De repente, el bullicio se suaviza. Notas un silencio diferente, roto solo por el suave roce de tus sandalias sobre el suelo de azulejos frescos y pulidos. Estás en el barrio judío. Imagina la luz filtrándose por las ventanas de la sinagoga Paradesi, iluminando un suelo de porcelana china pintado a mano, tan frío bajo tus pies que te da un respiro del calor exterior. Es un lugar pequeño, íntimo, donde cada objeto cuenta una historia de resiliencia y comunidad. Sientes una paz profunda, casi reverente, en ese espacio, como si las voces de quienes oraron allí durante siglos aún resonaran.
La sinagoga Paradesi tiene horarios específicos y cierra los viernes y sábados.
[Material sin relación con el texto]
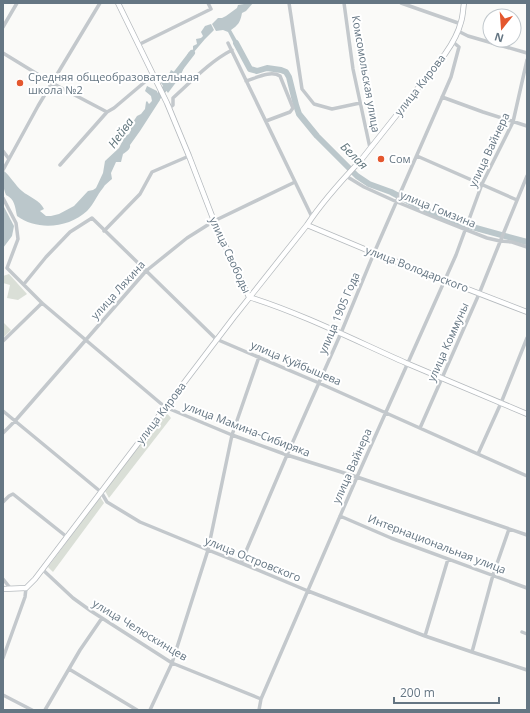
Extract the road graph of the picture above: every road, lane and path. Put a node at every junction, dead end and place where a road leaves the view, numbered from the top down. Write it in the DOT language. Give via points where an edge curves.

Es mejor ir por la mañana temprano para evitar multitudes y disfrutar de la tranquilidad. No se permiten fotos dentro, así que guarda el móvil y absorbe el momento. Al salir, explora las tiendas de antigüedades justo enfrente; son como pequeños museos donde todo está a la venta. Busca joyas antiguas, tallas de madera o postales vintage. Para comer algo rápido y auténtico, prueba los puestos de samosas o los pequeños cafés que sirven un té Masala increíblemente aromático.
La historia aquí no está en los libros, sino en las arrugas de la gente. Mi abuela solía contarme que, hace mucho tiempo, cuando los portugueses llegaron, trajeron cosas nuevas, sí, pero también muchos problemas. Luego, llegaron los holandeses, y para ganarse la confianza de nuestro raja, le regalaron un palacio. No era el más grande ni el más lujoso, pero era un gesto de respeto, una forma de decir: "Queremos comerciar, no conquistar". Y así, este lugar se convirtió en un crisol, donde distintas culturas se encontraron, no siempre en paz, pero siempre dejando su huella, sus sabores, sus palabras. Por eso ves aquí tantas capas, tantos mundos conviviendo en una misma calle.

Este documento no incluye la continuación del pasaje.